- Euamblypygi: An amblypygid of the genus Phrynus sitting on bark and facing the camera

Scientific classification
- Kingdom: Animalia
- Phylum: Arthropoda
- Subphylum: Chelicerata
- Class: Arachnida
- Order: Amblypygi
- Suborder: Euamblypygi Weygoldt, 1996

= Euamblypygi =

Infraorder of arachnids

Euamblypygi is one of the two suborders of whip spiders, the other being Paleoamblypygi. Euamblypygi includes three of the four living families of the order, with Paleoamblypygi represented today only by Paracharontidae.

== Description ==

Euamblypygids can be distinguished from paleoamblypygids by the method of the folding of their pedipalps when at rest. Paleoamblypygids fold their pedipalps within the vertical plane, with the femurs vertical when folded, whereas euamblypygids hold them at rest with the femurs horizontal or nearly horizontal. The morphology of euamblypygid pedipalps is also generally far more complex and derived.
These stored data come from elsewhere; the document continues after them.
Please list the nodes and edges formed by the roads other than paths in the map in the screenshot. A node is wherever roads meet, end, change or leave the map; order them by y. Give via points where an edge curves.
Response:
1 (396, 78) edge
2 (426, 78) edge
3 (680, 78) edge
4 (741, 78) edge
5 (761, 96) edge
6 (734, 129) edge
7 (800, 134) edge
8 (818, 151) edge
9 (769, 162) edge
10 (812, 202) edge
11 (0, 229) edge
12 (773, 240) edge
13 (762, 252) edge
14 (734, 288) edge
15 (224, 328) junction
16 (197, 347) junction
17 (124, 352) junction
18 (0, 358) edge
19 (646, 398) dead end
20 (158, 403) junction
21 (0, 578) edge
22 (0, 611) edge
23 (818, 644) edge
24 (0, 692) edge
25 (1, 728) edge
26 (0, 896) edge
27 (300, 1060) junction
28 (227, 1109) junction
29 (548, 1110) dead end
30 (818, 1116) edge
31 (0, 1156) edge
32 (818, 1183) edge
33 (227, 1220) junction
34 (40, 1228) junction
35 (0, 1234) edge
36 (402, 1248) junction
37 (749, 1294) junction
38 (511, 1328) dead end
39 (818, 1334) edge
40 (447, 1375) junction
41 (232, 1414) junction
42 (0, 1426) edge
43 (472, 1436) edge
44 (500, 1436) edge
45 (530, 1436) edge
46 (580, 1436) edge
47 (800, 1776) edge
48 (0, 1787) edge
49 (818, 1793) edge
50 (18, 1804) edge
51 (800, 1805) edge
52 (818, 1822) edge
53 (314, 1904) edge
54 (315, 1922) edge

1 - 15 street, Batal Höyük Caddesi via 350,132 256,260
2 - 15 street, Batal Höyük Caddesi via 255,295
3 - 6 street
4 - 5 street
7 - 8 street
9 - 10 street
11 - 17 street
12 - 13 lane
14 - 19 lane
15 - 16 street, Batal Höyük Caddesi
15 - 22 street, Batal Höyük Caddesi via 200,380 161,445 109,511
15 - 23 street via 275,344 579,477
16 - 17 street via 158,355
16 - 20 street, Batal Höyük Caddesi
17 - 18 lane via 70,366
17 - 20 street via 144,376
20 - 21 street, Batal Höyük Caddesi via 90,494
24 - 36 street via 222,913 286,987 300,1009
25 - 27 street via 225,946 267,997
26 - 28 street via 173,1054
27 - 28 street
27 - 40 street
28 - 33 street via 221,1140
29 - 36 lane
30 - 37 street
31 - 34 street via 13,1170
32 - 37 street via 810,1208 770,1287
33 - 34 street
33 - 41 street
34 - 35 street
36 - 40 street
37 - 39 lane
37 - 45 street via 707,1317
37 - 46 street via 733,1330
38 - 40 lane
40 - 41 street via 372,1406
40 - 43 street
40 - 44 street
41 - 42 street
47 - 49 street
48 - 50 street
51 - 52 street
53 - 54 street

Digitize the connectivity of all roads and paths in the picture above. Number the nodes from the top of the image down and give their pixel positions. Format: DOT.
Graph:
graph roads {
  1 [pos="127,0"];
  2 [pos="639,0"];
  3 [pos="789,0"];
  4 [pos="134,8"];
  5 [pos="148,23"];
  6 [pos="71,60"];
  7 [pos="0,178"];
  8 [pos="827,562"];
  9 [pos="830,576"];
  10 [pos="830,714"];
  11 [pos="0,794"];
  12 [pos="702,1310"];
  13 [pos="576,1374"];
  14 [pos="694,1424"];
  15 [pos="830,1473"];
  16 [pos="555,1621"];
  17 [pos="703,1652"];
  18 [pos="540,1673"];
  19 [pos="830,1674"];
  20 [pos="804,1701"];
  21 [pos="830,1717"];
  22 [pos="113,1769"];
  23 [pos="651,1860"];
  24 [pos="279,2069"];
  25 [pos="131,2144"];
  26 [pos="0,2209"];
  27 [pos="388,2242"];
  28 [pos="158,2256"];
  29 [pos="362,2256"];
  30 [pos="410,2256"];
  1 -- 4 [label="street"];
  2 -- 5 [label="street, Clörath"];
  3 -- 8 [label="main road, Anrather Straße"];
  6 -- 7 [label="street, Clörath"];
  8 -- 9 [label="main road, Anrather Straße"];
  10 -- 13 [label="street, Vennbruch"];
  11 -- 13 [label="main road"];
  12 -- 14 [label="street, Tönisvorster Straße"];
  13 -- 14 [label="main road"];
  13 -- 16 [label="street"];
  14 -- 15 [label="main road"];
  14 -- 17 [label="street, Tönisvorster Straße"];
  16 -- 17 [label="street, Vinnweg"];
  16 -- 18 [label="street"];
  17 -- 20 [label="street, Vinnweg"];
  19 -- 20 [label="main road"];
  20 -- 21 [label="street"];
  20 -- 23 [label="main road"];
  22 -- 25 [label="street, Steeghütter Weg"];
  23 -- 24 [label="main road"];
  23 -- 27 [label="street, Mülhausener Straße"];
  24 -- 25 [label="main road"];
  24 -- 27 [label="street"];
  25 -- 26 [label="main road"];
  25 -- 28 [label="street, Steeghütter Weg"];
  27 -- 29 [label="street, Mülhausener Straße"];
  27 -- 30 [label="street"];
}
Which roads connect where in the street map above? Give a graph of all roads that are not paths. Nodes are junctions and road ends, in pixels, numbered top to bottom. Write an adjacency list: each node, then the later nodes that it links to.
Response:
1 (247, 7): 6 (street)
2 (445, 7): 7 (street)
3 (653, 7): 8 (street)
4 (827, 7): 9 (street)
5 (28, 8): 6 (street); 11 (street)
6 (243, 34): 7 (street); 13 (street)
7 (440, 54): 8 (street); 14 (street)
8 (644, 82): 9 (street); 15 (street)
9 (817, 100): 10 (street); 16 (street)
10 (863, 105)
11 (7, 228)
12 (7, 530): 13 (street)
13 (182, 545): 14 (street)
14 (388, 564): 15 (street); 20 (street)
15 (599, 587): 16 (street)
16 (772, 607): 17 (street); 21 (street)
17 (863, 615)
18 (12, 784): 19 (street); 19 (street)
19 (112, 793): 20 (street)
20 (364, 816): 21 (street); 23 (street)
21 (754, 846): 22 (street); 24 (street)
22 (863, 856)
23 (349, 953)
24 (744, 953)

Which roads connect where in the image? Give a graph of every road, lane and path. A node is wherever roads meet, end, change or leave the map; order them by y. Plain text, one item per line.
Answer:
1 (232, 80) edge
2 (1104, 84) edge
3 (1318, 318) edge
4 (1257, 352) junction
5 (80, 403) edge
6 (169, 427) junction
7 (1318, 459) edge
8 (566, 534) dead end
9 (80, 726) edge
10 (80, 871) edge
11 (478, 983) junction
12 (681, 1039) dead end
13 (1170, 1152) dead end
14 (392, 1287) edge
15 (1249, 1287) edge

All extant whipspiders that possess eyes are euamblypygids, as Jorottui and Paracharon of the family Paracharontidae are eyeless.

== Taxonomy ==

Euamblypygi comprises the following families:

- Charontidae
- Phrynichidae
- Phrynidae
A fourth family, Charinidae, was included within the suborder until it was found to be a junior synonym of Charontidae in 2024.